The Minnesota Orchestra will be back and better than ever following its 16-month lockout over a salary dispute: Finally, the ugly conflict that saw the super-rich players battle the mega-rich owners for more money will be over. Americans are sick and tired of seeing these overpaid crybabies whine publicly about not getting enough money from their collective bargaining agreement, despite the fact that taxpayers take on the burden of funding massive, state-of-the-art concert halls to keep orchestra owners and players happy, as well as proudly wear the concert attire of their favorite flutists and violinists to performances. In return for their undying love and support, all fans get is a strike-shortened concert season and constant threats to move to Seattle, which has been orchestra-less since its own orchestra ditched it for Oklahoma City in 2008.


Jaden Smith meets and fuses minds with the president: After a series of cryptic tweets from President Obama’s official account, including “Where Is The Tree The Executive Branch Grows On?” “The President And Willow Share DNA And Trade Cells,” and one that just says “Laws,” it becomes clear that Jaden Smith inhabited the commander-in-chief’s consciousness after a chance meeting in the White House photobooth.

Rappers wearing batting helmets
Releasing an album on the dictionary app
Florida Georgia Line
Accidentally writing and recording a song that sounds just like “Float On” and no one realizes until it's too late (Oh, wait, that already happened)
A fan asking Harry Styles if she can have his hair and he goes “yeah, totally” and just takes it off and gives it to her
Hacked GIFs
Metallica putting out a series of esoteric Vines of empty roads and you can hear all of them crying softly in the background
Diplo DJing your kid’s breakfast
Asking French Montana if he'll do a guest verse and he says thanks so much for thinking of him, but no thanks
Apple buying the rights to the piano and all the music it makes
Using a hologram of young Bob Dylan at the Grammy's and it's awkward because old Bob Dylan is standing right there
“Mariah Carey”
Drake going to the same Starbucks twice in one day and getting called out on it
Releasing an album one second at a time on C-SPAN over the course of an afternoon
Several untimely deaths: Eminem (actually for real this time), Fergie, Carrie Underwood, Ben Folds, Ryan Lewis (joins the 27 Club)
Really original ideas, like really unique ideas

There will only be one music festival: Owing to demand for music festivals to include more of people’s favorite artists, more new artists, more local artists, more artists in under-represented genres, and more diverse artists, the producers of every music festival decide to combine them all, consolidating them into a single one held on an uninhabited island in the middle of the Pacific. Tickets cost $40,000, it lasts two months, and also it’s BYOSailboat. Somehow, it is still only 19-year-olds wearing headscarves and wasted tech bros, there’s no drinking water available, and it sorta sucks.

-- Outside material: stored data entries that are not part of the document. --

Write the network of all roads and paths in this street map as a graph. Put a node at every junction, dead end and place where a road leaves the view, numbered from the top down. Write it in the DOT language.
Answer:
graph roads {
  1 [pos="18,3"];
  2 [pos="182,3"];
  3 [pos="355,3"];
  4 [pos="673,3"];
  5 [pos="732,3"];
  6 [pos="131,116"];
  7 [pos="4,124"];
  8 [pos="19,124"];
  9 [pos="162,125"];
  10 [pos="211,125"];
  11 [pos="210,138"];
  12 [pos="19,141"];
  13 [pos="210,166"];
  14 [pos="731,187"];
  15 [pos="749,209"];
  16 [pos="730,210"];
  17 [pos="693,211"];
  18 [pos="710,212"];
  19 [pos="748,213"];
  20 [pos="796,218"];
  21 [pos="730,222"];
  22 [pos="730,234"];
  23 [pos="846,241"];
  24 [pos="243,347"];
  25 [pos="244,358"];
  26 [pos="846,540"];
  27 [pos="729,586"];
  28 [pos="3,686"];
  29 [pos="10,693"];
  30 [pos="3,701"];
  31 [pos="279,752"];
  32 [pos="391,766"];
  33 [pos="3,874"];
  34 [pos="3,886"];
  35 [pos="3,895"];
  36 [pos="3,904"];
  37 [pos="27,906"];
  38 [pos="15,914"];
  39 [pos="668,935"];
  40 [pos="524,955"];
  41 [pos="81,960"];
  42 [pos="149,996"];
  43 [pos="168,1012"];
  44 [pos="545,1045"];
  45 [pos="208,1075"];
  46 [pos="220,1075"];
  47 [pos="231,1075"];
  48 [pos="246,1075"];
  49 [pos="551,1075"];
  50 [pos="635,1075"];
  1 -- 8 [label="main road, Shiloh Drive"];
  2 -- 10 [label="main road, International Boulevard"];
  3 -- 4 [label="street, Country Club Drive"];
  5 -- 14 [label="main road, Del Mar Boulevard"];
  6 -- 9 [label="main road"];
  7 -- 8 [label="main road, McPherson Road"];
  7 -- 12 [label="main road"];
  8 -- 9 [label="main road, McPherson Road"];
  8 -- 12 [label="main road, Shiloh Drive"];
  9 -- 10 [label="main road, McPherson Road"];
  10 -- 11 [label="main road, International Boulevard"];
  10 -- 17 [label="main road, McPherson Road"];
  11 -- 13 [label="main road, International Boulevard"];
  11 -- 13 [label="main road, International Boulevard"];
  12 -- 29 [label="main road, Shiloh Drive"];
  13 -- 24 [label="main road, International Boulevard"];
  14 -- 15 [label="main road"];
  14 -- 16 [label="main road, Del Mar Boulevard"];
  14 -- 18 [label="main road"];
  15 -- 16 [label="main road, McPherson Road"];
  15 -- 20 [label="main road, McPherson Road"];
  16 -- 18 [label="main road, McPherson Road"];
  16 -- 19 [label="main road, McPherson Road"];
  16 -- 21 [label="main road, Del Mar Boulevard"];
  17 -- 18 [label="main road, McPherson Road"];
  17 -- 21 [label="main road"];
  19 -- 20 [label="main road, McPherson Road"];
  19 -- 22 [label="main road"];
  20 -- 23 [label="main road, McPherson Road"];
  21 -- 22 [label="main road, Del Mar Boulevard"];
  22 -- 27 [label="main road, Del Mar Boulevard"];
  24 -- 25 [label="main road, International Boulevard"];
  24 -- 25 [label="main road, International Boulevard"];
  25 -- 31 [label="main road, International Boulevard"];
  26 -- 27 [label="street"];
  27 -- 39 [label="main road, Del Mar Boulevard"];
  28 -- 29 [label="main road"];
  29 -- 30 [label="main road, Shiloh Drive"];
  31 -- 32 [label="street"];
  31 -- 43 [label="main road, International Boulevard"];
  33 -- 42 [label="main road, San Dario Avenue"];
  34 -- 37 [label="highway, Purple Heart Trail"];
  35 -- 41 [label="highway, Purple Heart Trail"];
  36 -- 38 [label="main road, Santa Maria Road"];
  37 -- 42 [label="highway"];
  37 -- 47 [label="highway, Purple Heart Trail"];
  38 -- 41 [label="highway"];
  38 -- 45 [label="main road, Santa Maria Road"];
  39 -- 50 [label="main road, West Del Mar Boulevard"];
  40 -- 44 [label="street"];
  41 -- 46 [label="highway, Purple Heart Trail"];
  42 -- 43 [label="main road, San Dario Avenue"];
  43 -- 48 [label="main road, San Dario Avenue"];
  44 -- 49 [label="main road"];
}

Spotify will earn universal praise for its ambitious, groundbreaking ability to create genres: Not content to rest on its laurels after coming up with the critically adored genre “metropopolis,” the perfect genre name to describe the music that it is, Spotify heads back to the studio. In July, it wows its users when it makes up “chamberscuzz,” a fascinating and deeply resonant genre that can be heard in four seconds of a Future Islands song and in the name (but not the music) of The Gaslight Anthem. With people begging for more, Spotify enters a flurry of creative activity, coming up with genre name hits like “drone crooning,” “anti-indie,” “New-York-Times-wave,” and “EDM Walgreens,” cementing its legacy as the best music genre-creator of its generation, and perhaps of all time.

The Grammys will honor all the right people: It won't piss everyone off, and web traffic will suffer for the entire week as a result.